# Looking for a good trainer in TN or surrounding states



## love2lope84 (Jan 29, 2014)

I am looking for a trainer in TN or surrounding states. Would even consider OH. I need someone that is good at retraining or working with problem horses. I had 120 days put on a mustang mare and she was doing "ok" but she is a bolter. She does ok for a couple rides then it's like she has a short circuit and just freaks out. I have done tons of ground work with her and she will get ok with something then I'll move on and when I go back to recap it's like she's never seen it before. She isn't retaining anything I teach her. I have done more ground work and desensitizing with her then any other horse I have ever owned.

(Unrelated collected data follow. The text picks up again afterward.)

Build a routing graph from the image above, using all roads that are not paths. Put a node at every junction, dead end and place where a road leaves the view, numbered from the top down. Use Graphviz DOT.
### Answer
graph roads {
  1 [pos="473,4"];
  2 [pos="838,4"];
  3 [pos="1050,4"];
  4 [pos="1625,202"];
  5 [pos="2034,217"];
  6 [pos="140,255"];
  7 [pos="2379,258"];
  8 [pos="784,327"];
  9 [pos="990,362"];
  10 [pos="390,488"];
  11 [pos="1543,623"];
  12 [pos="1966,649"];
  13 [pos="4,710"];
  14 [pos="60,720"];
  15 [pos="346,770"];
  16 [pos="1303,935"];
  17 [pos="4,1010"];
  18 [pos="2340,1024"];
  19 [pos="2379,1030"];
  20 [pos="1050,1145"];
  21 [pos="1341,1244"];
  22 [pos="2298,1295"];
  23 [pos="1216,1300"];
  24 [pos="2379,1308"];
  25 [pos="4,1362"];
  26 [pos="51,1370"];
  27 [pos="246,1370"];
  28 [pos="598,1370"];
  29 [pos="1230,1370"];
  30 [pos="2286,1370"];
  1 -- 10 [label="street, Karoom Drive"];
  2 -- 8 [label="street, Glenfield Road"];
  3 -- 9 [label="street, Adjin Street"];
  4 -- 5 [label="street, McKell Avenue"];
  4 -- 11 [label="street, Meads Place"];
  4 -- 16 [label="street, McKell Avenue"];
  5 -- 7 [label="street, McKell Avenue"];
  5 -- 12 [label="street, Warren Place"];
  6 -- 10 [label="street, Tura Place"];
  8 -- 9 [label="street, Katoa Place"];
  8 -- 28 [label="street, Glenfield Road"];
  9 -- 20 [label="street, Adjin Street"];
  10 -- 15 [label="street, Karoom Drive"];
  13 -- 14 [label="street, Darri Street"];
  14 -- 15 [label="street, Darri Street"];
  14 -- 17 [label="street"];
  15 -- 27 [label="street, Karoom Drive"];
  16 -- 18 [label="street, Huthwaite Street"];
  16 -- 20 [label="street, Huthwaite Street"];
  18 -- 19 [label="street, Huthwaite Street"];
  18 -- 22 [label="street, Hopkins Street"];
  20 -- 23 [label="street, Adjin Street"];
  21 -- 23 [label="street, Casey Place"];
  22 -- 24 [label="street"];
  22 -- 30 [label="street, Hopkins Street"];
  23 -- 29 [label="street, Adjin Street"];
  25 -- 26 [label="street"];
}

When you ride her she is ok for one or two rides then she freaks out and tries to bolt every move you make. I have done so much flexing with her so we can use a one rein stop but she won't give when she bolts. I am not too proud to admit that this is beyond my level and I need professional help. We don't want to give up on her and send her back to the holding facility but she is so unpredictable and there are so many other good broke horses out there. If anyone knows of anyone that can help me with her I would really appreciate it. Thanks!


----------



## hollysjubilee (Nov 2, 2012)

*TN Trainer*



love2lope84 said:


> I am looking for a trainer in TN or surrounding states. Would even consider OH. I need someone that is good at retraining or working with problem horses. I had 120 days put on a mustang mare and she was doing "ok" but she is a bolter. She does ok for a couple rides then it's like she has a short circuit and just freaks out. I have done tons of ground work with her and she will get ok with something then I'll move on and when I go back to recap it's like she's never seen it before. She isn't retaining anything I teach her. I have done more ground work and desensitizing with her then any other horse I have ever owned. When you ride her she is ok for one or two rides then she freaks out and tries to bolt every move you make. I have done so much flexing with her so we can use a one rein stop but she won't give when she bolts. I am not too proud to admit that this is beyond my level and I need professional help. We don't want to give up on her and send her back to the holding facility but she is so unpredictable and there are so many other good broke horses out there. If anyone knows of anyone that can help me with her I would really appreciate it. Thanks!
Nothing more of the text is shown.